→ The task
Across the entries below, please work out how many lines contain the string "Eugenio" and give only the number.
====== Exercise inputs
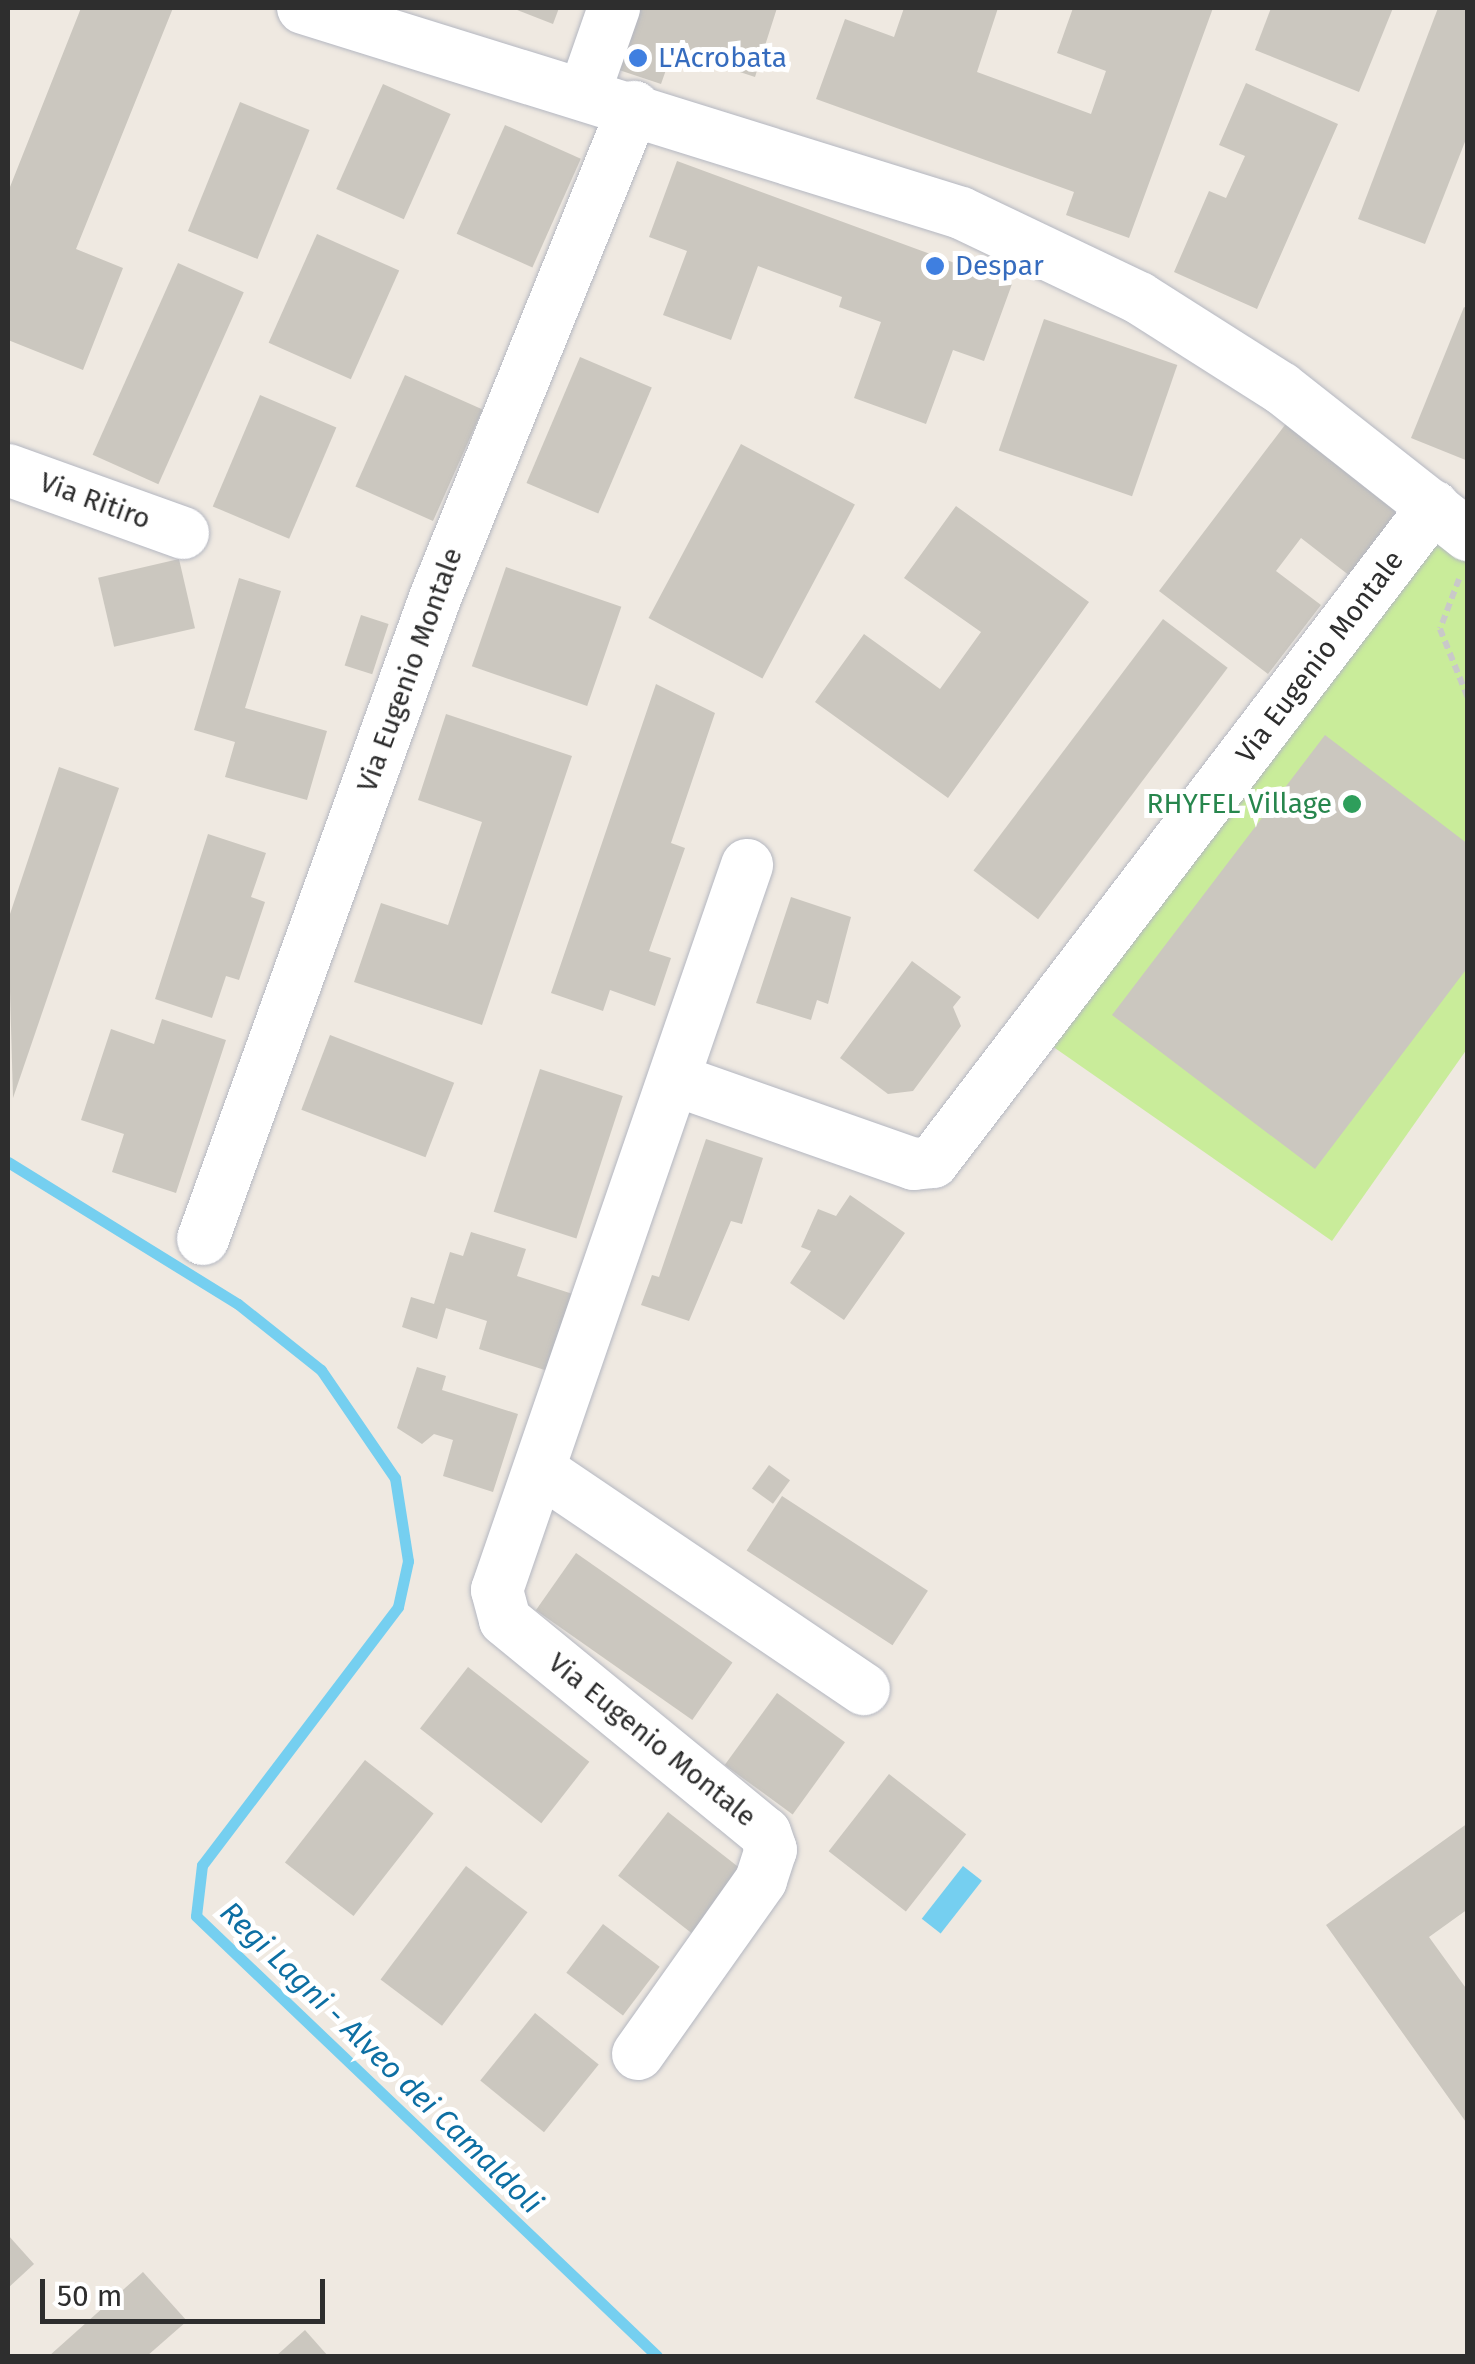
<!DOCTYPE html>
<style>
body{margin:0}
#map{position:relative;width:1475px;height:2364px;overflow:hidden;background:#efe9e1;font-family:"Fira Sans",sans-serif}
div>[style]{position:absolute}
[style*='--x']{left:calc(var(--x)*1px);top:calc(var(--y)*1px);width:calc(var(--w)*1px);rotate:calc(var(--a)*1deg)}
.pitch>*{inset:0;background:#c9ec9a}
.water>*{inset:0;background:#75cff0;transform-origin:0 0}
.stream>*{height:11px;margin:-5.5px;padding:0 5.5px;transform-origin:5.5px;border-radius:5.5px;background:#75cff0}
.building>*{inset:0;background:#cbc7bf;transform-origin:0 0}
.path>*{height:6px;margin-top:-3px;transform-origin:0;background:repeating-linear-gradient(90deg,#c9c9c9 0 8px,transparent 0 13px)}
.roads{filter:drop-shadow(0 0 2px #b4b7c1) drop-shadow(0 0 2px #b4b7c1)}
.minor>*{height:52px;margin:-26px;padding:0 26px;transform-origin:26px;border-radius:26px;background:#fff}
.dots>*{width:28px;height:28px;translate:-50% -50%;box-sizing:border-box;border:5px solid #fff;border-radius:50%}
span{translate:-50% -50%;white-space:nowrap;text-align:center;line-height:1.15;-webkit-text-stroke:10px #fff;paint-order:stroke}
.shop-label{font-size:28px;color:#366cbe}
.left{translate:0 -50%;text-align:left}
.street-label{font-size:28px;color:#2e2e2e}
.leisure-label{font-size:28px;color:#27864d}
.right{translate:-100% -50%;text-align:right}
.water-label{font-size:30px;color:#0d6fa3;font-style:italic}
.frame{position:absolute;inset:0;border:10px solid #2e2e2e;pointer-events:none}
.scale{position:absolute;left:40px;top:2279px;width:285px;height:45px;box-sizing:border-box;border:5px solid #2e2e2e;border-top:0;padding-left:12px;font-size:30px;line-height:35px;white-space:nowrap;color:#2e2e2e;-webkit-text-stroke:8px #fff;paint-order:stroke}
</style>
<div id="map">
<div class="pitch">
<i style="clip-path:polygon(1437px 539px,1467px 562px,1467px 1049px,1332px 1241px,1052px 1046px)"></i>
</div>
<div class="water">
<i style="left:963px;top:1866px;width:24px;height:67px;rotate:38deg"></i>
</div>
<div class="stream">
<i style="--x:8;--y:1162;--w:270;--a:31.7"></i>
<i style="--x:238;--y:1304;--w:106;--a:38.5"></i>
<i style="--x:321;--y:1370;--w:131;--a:55.6"></i>
<i style="--x:395;--y:1478;--w:84;--a:81.1"></i>
<i style="--x:408;--y:1561;--w:47;--a:102.3"></i>
<i style="--x:398;--y:1607;--w:324;--a:127.2"></i>
<i style="--x:202;--y:1865;--w:51;--a:96.7"></i>
<i style="--x:196;--y:1916;--w:637;--a:43.66"></i>
</div>
<div class="building">
<i style="clip-path:polygon(81px 8px,173px 8px,76px 249px,123px 268px,83px 370px,8px 340px,8px 192px)"></i>
<i style="clip-path:polygon(512px 8px,559px 8px,553px 24px)"></i>
<i style="clip-path:polygon(630px 8px,777px 8px,755px 77px,673px 50px,661px 84px,610px 67px)"></i>
<i style="clip-path:polygon(904px 8px,998px 8px,977px 72px,1091px 114px,1106px 71px,1057px 53px,1073px 8px,1213px 8px,1129px 238px,1066px 215px,1074px 192px,816px 99px,845px 19px,894px 37px)"></i>
<i style="clip-path:polygon(1271px 8px,1393px 8px,1359px 92px,1255px 50px)"></i>
<i style="clip-path:polygon(1438px 8px,1468px 8px,1468px 134px,1425px 244px,1358px 219px)"></i>
<i style="clip-path:polygon(1246px 83px,1338px 124px,1257px 309px,1174px 272px,1209px 191px,1226px 198px,1245px 156px,1219px 145px)"></i>
<i style="left:383px;top:84px;width:74px;height:115px;rotate:24deg"></i>
<i style="left:240px;top:102px;width:75px;height:139px;rotate:22deg"></i>
<i style="left:505px;top:125px;width:83px;height:119px;rotate:24deg"></i>
<i style="clip-path:polygon(677px 161px,1012px 284px,984px 361px,953px 350px,926px 424px,854px 398px,881px 322px,839px 307px,842px 297px,758px 266px,731px 340px,663px 315px,687px 251px,649px 237px)"></i>
<i style="left:317px;top:234px;width:90px;height:119px;rotate:24deg"></i>
<i style="left:178px;top:263px;width:72px;height:210px;rotate:24deg"></i>
<i style="clip-path:polygon(1464px 307px,1468px 309px,1468px 461px,1411px 438px)"></i>
<i style="left:1044px;top:319px;width:141px;height:139px;rotate:19deg"></i>
<i style="left:580px;top:357px;width:78px;height:137px;rotate:23deg"></i>
<i style="left:405px;top:375px;width:85px;height:122px;rotate:24deg"></i>
<i style="left:260px;top:395px;width:83px;height:121px;rotate:23deg"></i>
<i style="clip-path:polygon(1288px 421px,1402px 508px,1350px 576px,1301px 538px,1276px 571px,1321px 605px,1268px 674px,1159px 591px)"></i>
<i style="left:741px;top:444px;width:129px;height:197px;rotate:28deg"></i>
<i style="clip-path:polygon(956px 506px,1089px 602px,948px 798px,815px 702px,864px 634px,940px 689px,981px 632px,904px 578px)"></i>
<i style="left:179px;top:559px;width:71px;height:83px;rotate:77deg"></i>
<i style="left:506px;top:567px;width:122px;height:105px;rotate:19deg"></i>
<i style="clip-path:polygon(239px 578px,281px 591px,245px 708px,327px 731px,307px 800px,225px 777px,235px 742px,194px 730px)"></i>
<i style="left:361px;top:615px;width:29px;height:53px;rotate:18deg"></i>
<i style="left:1163px;top:619px;width:81px;height:315px;rotate:37deg"></i>
<i style="clip-path:polygon(656px 684px,715px 713px,671px 843px,685px 848px,649px 951px,671px 958px,655px 1006px,610px 990px,603px 1011px,551px 993px)"></i>
<i style="clip-path:polygon(446px 714px,572px 756px,482px 1025px,354px 982px,381px 903px,448px 925px,482px 822px,418px 800px)"></i>
<i style="clip-path:polygon(1325px 735px,1468px 844px,1468px 967px,1315px 1169px,1112px 1015px)"></i>
<i style="clip-path:polygon(59px 767px,119px 788px,13px 1098px,8px 920px)"></i>
<i style="clip-path:polygon(208px 834px,266px 853px,251px 897px,265px 902px,239px 980px,226px 976px,212px 1018px,155px 999px)"></i>
<i style="clip-path:polygon(791px 897px,851px 917px,828px 1004px,817px 1000px,811px 1020px,756px 1003px)"></i>
<i style="clip-path:polygon(912px 961px,961px 997px,953px 1007px,961px 1026px,913px 1091px,888px 1094px,840px 1058px)"></i>
<i style="clip-path:polygon(162px 1019px,226px 1040px,176px 1193px,112px 1172px,124px 1134px,81px 1120px,111px 1029px,154px 1044px)"></i>
<i style="left:330px;top:1035px;width:133px;height:80px;rotate:21deg"></i>
<i style="left:540px;top:1069px;width:87px;height:150px;rotate:18deg"></i>
<i style="clip-path:polygon(706px 1139px,763px 1158px,742px 1224px,731px 1221px,689px 1321px,641px 1305px,652px 1275px,659px 1277px)"></i>
<i style="clip-path:polygon(850px 1195px,905px 1233px,844px 1320px,790px 1283px,811px 1251px,801px 1247px,818px 1209px,836px 1216px)"></i>
<i style="clip-path:polygon(471px 1232px,526px 1249px,517px 1276px,579px 1296px,554px 1373px,479px 1349px,487px 1321px,446px 1308px,437px 1339px,402px 1327px,411px 1297px,434px 1304px,450px 1252px,463px 1256px)"></i>
<i style="clip-path:polygon(417px 1367px,446px 1376px,442px 1390px,518px 1414px,493px 1492px,443px 1476px,453px 1440px,434px 1434px,422px 1444px,397px 1428px)"></i>
<i style="left:769px;top:1465px;width:26px;height:29px;rotate:36deg"></i>
<i style="left:782px;top:1496px;width:174px;height:65px;rotate:33deg"></i>
<i style="left:576px;top:1553px;width:191px;height:70px;rotate:35deg"></i>
<i style="left:468px;top:1667px;width:154px;height:78px;rotate:38deg"></i>
<i style="left:777px;top:1693px;width:84px;height:89px;rotate:36deg"></i>
<i style="left:365px;top:1760px;width:87px;height:130px;rotate:38deg"></i>
<i style="left:889px;top:1774px;width:98px;height:98px;rotate:38deg"></i>
<i style="left:668px;top:1812px;width:93px;height:81px;rotate:38deg"></i>
<i style="clip-path:polygon(1468px 1823px,1468px 1909px,1429px 1937px,1468px 1991px,1468px 2125px,1326px 1925px)"></i>
<i style="left:466px;top:1866px;width:77px;height:142px;rotate:37deg"></i>
<i style="left:603px;top:1924px;width:71px;height:61px;rotate:37deg"></i>
<i style="left:535px;top:2013px;width:82px;height:87px;rotate:39deg"></i>
<i style="clip-path:polygon(8px 2235px,34px 2264px,8px 2288px)"></i>
<i style="clip-path:polygon(143px 2272px,187px 2321px,147px 2356px,49px 2356px)"></i>
<i style="clip-path:polygon(305px 2330px,328px 2356px,276px 2356px)"></i>
</div>
<div class="path">
<i style="--x:1459;--y:579;--w:53;--a:110.8"></i>
<i style="--x:1440;--y:629;--w:74;--a:67.9"></i>
</div>
<div class="roads">
<div class="minor">
<i style="--x:303;--y:8;--w:689;--a:17.3"></i>
<i style="--x:961;--y:213;--w:197;--a:25.5"></i>
<i style="--x:1139;--y:298;--w:168;--a:32.4"></i>
<i style="--x:1281;--y:388;--w:238;--a:38.2"></i>
<i style="--x:585;--y:91;--w:88;--a:-70.7"></i>
<i style="--x:8;--y:470;--w:186;--a:19.8"></i>
<i style="--x:675;--y:1080;--w:253;--a:19.4"></i>
<i style="--x:914;--y:1164;--w:19;--a:-6"></i>
<i style="--x:933;--y:1162;--w:825;--a:-52.63"></i>
<i style="--x:203;--y:1239;--w:682;--a:-70.1"></i>
<i style="--x:435;--y:598;--w:530;--a:-67.94"></i>
<i style="--x:540;--y:1470;--w:391;--a:34.1"></i>
<i style="--x:638;--y:2054;--w:213;--a:-54.7"></i>
<i style="--x:761;--y:1880;--w:32;--a:-72"></i>
<i style="--x:771;--y:1850;--w:18;--a:-109"></i>
<i style="--x:765;--y:1833;--w:336;--a:-140.7"></i>
<i style="--x:505;--y:1620;--w:31;--a:-105"></i>
<i style="--x:497;--y:1590;--w:767;--a:-70.97"></i>
</div>
</div>
<div class="dots">
<i style="left:638px;top:58px;background:#3f7fe0"></i>
<i style="left:935px;top:266px;background:#3f7fe0"></i>
<i style="left:1352px;top:804px;background:#2e9e5b"></i>
</div>
<div class="shop-label">
<span class="left" style="left:658px;top:58px">L'Acrobata</span>
<span class="left" style="left:955px;top:266px">Despar</span>
</div>
<div class="street-label">
<span style="left:95px;top:501px;rotate:20deg">Via Ritiro</span>
<span style="left:1320px;top:657px;rotate:-53deg">Via Eugenio Montale</span>
<span style="left:410px;top:670px;rotate:-70deg">Via Eugenio Montale</span>
<span style="left:652px;top:1740px;rotate:39deg">Via Eugenio Montale</span>
</div>
<div class="leisure-label">
<span class="right" style="left:1332px;top:804px">RHYFEL Village</span>
</div>
<div class="water-label">
<span style="left:381px;top:2058px;rotate:44deg">Regi Lagni - Alveo dei Camaldoli</span>
</div>
<div class="frame"></div>
<div class="scale">50 m</div>
</div>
============
→ Solution to the exercise
3